··· Task data

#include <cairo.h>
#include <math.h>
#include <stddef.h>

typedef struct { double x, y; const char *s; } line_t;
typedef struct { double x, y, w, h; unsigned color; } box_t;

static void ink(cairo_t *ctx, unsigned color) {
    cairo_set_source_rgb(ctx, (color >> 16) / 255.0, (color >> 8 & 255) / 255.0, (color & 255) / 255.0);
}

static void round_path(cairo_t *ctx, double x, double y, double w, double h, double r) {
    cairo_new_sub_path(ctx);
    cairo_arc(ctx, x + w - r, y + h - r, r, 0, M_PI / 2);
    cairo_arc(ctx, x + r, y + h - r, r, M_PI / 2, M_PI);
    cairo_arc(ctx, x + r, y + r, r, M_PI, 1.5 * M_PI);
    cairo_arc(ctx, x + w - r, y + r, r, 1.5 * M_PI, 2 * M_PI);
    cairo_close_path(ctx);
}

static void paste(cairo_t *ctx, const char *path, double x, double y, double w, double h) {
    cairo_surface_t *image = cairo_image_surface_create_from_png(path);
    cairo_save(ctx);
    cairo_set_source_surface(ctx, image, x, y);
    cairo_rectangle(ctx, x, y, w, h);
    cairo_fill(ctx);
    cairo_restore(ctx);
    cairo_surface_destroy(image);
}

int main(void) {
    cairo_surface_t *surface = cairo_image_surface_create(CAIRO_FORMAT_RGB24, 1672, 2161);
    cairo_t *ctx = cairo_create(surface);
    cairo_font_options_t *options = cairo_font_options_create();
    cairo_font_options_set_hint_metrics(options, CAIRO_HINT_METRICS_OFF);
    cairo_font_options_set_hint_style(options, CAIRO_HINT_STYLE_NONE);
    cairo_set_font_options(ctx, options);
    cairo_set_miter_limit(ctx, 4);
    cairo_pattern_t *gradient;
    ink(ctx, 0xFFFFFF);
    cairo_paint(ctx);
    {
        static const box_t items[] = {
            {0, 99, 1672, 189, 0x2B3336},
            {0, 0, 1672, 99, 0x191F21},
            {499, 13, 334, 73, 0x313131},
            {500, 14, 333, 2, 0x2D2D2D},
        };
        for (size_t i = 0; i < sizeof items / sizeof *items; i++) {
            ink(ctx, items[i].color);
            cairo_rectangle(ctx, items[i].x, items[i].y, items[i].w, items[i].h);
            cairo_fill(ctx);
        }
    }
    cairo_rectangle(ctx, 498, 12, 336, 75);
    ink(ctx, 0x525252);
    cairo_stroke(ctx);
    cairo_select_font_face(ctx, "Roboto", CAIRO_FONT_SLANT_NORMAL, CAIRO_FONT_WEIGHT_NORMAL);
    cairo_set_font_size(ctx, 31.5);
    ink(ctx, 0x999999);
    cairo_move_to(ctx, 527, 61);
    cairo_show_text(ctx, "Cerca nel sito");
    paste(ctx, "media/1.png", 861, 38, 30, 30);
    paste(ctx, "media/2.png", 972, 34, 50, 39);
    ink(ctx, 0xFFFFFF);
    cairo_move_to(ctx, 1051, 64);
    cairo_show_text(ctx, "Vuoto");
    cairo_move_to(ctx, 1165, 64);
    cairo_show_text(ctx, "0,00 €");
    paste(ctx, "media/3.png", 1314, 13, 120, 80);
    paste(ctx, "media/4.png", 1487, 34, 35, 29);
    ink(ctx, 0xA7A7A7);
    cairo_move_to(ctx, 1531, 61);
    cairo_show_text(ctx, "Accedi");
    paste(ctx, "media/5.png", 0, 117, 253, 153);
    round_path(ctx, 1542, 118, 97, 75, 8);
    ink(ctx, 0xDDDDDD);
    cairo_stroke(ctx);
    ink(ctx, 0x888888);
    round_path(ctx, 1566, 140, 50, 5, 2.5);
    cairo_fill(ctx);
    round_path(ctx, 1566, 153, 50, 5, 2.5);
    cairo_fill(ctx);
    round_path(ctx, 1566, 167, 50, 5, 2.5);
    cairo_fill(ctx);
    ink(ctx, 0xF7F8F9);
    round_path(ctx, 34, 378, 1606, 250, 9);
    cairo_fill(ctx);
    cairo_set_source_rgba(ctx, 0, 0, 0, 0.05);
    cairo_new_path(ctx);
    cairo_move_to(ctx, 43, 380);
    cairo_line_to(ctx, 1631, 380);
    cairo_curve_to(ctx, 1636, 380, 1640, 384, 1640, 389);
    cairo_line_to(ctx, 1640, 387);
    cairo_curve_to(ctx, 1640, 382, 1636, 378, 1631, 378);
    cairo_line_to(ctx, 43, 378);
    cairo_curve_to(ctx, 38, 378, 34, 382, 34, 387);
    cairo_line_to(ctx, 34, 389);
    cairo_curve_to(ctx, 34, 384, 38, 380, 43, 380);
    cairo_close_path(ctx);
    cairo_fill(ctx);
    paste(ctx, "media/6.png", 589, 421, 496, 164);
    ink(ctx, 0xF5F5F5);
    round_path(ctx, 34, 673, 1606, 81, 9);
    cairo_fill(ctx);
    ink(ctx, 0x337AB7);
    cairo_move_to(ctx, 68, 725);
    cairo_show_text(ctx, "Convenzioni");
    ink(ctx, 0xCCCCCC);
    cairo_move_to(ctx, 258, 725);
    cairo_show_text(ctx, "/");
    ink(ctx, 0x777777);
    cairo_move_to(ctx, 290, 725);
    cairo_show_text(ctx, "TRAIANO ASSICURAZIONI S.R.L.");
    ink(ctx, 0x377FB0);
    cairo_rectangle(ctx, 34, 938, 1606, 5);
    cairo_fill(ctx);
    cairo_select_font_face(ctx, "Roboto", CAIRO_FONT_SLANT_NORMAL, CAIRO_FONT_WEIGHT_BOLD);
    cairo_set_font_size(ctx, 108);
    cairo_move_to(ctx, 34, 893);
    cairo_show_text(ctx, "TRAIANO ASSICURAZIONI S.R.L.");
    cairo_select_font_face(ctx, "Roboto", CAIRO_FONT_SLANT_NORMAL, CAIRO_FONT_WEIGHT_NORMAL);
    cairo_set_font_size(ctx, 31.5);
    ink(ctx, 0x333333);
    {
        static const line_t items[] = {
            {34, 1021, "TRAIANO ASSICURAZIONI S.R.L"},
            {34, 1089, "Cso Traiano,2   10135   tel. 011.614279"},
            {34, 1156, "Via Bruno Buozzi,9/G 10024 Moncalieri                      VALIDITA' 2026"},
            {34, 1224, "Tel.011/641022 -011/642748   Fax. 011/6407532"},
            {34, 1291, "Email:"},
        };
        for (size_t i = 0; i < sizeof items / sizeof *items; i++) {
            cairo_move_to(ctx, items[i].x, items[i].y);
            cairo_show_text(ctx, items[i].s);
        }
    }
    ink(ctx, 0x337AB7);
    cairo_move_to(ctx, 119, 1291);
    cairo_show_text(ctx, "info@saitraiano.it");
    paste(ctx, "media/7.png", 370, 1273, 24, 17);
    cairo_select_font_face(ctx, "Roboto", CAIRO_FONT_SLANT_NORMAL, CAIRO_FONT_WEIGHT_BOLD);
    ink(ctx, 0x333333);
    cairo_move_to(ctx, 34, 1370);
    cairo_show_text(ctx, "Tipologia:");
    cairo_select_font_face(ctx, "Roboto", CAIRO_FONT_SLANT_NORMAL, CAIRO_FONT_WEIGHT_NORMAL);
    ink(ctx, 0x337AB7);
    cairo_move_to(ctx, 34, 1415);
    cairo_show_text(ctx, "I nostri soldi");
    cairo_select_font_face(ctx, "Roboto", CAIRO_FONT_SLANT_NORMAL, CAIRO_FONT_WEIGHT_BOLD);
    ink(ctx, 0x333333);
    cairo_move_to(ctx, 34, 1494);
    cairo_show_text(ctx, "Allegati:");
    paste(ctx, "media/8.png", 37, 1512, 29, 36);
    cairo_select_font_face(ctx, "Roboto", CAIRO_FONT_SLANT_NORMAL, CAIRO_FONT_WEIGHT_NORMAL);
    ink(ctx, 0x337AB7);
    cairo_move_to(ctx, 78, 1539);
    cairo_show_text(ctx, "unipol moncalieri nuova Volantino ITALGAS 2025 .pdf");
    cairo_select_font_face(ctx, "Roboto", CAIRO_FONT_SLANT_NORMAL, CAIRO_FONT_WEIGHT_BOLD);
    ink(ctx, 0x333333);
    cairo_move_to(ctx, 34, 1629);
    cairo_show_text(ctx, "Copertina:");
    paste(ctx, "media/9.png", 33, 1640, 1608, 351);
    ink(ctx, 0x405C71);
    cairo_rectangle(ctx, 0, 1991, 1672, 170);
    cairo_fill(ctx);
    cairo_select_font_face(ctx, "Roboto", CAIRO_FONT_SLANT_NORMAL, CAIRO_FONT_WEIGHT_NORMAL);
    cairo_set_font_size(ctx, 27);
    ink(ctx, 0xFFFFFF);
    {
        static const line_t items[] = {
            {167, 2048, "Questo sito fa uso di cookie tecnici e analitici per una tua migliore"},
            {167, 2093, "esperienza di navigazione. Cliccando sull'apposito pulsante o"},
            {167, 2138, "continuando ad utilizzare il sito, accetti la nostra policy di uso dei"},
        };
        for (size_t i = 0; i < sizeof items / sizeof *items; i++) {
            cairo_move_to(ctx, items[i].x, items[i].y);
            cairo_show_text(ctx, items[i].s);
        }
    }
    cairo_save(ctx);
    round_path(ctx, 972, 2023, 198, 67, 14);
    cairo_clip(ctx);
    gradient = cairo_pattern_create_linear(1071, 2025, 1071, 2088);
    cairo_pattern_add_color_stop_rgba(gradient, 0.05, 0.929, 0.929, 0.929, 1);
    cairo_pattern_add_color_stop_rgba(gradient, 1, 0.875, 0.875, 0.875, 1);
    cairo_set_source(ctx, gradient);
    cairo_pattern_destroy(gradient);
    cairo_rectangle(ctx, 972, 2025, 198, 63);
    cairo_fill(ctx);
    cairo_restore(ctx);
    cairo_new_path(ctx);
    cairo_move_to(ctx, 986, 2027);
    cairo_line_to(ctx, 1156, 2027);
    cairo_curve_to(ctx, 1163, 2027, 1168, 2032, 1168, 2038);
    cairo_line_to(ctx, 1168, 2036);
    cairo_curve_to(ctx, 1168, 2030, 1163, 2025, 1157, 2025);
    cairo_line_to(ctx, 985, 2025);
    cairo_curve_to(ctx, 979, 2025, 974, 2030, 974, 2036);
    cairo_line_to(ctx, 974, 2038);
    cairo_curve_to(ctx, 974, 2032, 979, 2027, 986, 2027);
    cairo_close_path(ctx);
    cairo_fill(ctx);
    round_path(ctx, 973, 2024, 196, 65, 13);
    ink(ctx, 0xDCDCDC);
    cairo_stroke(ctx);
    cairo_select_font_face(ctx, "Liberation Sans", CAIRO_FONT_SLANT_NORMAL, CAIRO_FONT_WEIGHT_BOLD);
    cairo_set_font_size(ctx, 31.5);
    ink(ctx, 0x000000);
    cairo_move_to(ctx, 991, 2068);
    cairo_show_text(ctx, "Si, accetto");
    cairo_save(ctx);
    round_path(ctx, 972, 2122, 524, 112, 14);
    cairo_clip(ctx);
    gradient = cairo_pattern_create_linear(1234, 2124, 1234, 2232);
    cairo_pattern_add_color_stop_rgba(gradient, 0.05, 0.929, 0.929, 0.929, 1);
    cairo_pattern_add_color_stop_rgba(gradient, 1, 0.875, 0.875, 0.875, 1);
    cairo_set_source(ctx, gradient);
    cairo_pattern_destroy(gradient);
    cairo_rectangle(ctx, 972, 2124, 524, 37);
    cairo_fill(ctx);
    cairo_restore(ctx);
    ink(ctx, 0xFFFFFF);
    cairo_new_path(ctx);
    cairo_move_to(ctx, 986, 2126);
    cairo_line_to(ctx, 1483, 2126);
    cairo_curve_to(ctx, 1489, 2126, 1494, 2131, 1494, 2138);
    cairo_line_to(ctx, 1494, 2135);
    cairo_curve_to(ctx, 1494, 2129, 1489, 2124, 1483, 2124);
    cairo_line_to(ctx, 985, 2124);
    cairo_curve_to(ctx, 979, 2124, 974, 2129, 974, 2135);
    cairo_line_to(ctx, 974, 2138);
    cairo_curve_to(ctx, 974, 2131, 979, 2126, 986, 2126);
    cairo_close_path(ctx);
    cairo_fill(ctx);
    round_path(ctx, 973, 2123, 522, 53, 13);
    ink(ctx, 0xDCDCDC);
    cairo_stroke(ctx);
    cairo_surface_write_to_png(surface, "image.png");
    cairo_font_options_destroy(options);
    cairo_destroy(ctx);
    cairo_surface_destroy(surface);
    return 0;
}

······

## Instructions for the task
Find the word "double" in the entries above, then copy each line that holds it.

## Expected answer
typedef struct { double x, y; const char *s; } line_t;
typedef struct { double x, y, w, h; unsigned color; } box_t;
static void round_path(cairo_t *ctx, double x, double y, double w, double h, double r) {
static void paste(cairo_t *ctx, const char *path, double x, double y, double w, double h) {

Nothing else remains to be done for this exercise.